EXERCISE INSTRUCTIONS: Report, as a single number, how many lines of the records contain the word "direction".

PROVIDED RECORDS:
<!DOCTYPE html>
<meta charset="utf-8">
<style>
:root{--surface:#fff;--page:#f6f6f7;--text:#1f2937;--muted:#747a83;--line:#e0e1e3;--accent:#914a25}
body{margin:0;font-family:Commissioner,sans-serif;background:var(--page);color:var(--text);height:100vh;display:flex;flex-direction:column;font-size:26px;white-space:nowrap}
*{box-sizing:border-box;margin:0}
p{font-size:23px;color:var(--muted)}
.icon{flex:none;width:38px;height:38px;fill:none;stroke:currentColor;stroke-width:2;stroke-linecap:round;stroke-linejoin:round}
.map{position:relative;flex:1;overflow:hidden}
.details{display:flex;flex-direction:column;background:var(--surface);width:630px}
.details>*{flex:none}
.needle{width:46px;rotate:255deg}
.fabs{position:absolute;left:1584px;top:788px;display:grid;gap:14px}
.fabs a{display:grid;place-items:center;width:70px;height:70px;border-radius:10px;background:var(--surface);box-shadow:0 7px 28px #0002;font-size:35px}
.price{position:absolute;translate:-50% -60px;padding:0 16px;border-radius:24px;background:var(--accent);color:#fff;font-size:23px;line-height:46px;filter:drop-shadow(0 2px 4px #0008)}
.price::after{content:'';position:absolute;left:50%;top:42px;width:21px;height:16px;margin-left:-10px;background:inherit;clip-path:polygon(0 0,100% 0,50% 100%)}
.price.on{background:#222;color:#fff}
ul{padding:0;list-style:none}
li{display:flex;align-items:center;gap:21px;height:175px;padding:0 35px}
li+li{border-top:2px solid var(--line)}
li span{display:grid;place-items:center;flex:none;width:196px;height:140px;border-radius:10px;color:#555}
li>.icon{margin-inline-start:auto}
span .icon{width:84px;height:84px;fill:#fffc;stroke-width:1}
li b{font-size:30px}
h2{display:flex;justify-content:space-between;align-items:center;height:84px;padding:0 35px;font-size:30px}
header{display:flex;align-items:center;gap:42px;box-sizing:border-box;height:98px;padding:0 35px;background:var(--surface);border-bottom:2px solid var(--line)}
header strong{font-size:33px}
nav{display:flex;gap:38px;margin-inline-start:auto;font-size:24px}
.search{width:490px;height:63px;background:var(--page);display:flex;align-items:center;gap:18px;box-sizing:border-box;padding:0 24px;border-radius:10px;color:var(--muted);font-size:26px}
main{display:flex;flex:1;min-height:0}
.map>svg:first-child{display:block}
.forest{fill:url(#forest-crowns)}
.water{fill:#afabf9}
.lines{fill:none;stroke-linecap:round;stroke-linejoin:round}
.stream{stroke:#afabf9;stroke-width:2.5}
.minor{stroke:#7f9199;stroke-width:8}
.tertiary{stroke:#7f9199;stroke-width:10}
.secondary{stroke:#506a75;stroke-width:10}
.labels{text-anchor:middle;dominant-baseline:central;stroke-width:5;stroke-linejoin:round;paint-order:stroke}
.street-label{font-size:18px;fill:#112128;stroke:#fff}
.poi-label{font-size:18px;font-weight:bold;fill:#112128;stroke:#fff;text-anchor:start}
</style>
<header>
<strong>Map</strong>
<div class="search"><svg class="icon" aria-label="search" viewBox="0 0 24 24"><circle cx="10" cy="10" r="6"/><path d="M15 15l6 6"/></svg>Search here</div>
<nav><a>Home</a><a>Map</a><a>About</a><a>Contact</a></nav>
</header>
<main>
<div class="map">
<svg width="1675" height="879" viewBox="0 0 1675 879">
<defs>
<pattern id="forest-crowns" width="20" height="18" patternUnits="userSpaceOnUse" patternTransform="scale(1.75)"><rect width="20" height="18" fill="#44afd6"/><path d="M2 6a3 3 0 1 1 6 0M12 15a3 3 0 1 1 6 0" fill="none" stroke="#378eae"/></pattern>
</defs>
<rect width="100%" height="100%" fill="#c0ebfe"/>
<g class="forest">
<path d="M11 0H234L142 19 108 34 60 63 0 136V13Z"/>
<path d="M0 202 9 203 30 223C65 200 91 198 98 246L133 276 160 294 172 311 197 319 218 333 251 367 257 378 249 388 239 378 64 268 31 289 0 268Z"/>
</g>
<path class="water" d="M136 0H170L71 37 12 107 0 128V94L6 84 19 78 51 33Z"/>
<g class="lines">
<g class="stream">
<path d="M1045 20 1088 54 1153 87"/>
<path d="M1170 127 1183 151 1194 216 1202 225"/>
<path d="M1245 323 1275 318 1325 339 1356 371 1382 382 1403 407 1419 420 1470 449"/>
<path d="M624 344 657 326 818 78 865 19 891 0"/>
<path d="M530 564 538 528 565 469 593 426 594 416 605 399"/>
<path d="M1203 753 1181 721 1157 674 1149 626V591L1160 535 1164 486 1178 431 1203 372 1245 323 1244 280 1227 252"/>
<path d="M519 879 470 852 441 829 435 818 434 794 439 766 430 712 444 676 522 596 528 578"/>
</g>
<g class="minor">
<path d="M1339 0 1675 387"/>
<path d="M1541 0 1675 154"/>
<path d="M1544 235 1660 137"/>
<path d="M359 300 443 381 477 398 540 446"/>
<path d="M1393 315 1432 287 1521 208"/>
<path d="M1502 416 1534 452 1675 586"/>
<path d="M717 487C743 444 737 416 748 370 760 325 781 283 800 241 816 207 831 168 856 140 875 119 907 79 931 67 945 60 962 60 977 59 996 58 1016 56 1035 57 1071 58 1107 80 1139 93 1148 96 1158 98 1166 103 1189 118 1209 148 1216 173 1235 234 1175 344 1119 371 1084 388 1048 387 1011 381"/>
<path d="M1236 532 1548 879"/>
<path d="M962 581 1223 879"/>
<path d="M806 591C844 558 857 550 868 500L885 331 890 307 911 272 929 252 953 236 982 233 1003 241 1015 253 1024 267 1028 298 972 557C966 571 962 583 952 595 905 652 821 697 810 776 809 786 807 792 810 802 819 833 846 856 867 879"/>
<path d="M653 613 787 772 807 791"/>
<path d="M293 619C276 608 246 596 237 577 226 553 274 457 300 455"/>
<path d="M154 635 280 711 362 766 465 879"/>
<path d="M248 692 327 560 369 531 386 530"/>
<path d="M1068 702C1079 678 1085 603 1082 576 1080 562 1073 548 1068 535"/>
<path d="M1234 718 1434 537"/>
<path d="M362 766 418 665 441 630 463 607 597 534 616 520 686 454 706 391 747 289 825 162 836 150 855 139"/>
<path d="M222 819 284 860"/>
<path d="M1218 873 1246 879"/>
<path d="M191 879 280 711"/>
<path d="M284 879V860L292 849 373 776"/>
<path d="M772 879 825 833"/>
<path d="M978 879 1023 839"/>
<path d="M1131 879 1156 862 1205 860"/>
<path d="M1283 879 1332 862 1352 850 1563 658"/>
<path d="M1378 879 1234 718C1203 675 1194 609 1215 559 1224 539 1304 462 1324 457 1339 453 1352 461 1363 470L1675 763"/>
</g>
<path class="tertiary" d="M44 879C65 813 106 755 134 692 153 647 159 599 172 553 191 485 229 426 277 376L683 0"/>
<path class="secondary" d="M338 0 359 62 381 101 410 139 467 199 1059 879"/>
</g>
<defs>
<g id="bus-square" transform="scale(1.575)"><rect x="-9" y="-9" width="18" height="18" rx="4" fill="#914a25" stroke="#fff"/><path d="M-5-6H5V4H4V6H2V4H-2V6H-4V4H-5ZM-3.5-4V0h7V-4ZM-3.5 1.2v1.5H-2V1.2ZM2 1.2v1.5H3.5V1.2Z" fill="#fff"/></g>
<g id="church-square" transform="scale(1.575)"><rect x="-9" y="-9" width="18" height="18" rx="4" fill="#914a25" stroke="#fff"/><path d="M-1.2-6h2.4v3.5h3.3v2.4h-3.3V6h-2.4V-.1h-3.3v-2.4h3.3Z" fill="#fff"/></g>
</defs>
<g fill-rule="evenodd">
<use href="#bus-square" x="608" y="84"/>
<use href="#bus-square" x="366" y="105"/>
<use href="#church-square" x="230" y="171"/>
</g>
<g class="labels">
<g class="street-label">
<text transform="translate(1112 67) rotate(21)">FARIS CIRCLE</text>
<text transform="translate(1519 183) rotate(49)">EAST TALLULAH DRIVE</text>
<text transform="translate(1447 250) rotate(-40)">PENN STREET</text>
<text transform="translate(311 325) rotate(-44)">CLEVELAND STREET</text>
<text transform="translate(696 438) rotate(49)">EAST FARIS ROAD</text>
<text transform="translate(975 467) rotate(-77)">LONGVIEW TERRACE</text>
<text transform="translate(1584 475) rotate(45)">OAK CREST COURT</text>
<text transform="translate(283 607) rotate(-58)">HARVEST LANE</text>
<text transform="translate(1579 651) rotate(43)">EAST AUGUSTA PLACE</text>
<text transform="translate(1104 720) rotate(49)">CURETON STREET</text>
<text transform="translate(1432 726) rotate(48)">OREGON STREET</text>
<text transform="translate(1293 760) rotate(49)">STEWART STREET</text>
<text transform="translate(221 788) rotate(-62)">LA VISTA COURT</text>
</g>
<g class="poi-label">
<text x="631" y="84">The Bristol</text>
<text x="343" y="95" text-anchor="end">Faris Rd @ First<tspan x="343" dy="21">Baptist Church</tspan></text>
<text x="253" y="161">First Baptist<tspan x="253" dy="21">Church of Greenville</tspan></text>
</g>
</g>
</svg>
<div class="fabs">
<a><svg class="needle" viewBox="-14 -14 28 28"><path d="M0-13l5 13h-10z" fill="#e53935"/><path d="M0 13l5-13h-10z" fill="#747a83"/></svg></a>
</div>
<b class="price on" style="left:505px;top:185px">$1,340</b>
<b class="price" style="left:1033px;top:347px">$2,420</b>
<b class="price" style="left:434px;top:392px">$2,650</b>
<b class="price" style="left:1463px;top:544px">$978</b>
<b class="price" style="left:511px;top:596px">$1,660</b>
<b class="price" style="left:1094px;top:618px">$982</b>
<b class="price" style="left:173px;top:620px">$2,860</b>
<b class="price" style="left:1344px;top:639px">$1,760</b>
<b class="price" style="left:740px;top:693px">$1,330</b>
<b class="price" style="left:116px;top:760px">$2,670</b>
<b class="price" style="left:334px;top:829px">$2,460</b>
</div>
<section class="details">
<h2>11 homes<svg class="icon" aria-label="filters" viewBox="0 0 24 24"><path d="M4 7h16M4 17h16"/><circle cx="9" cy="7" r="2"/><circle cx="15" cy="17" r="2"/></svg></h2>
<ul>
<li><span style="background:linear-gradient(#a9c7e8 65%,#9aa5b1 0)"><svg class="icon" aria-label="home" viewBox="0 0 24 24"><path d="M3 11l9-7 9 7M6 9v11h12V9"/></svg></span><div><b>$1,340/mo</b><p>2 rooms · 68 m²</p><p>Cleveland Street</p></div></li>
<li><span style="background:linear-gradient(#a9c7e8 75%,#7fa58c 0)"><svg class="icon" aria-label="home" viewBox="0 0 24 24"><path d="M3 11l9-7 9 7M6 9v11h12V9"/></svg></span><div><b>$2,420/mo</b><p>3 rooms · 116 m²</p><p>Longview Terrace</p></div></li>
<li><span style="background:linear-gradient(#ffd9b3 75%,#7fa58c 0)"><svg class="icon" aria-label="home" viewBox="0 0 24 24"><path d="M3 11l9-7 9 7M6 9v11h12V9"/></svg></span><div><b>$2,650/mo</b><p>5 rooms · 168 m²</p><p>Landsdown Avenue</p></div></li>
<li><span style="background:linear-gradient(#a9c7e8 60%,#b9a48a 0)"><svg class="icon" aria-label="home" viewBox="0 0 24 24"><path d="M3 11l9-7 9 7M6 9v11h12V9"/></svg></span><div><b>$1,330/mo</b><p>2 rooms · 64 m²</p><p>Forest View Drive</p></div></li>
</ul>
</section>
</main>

RESPONSE FOR THIS EXERCISE: 2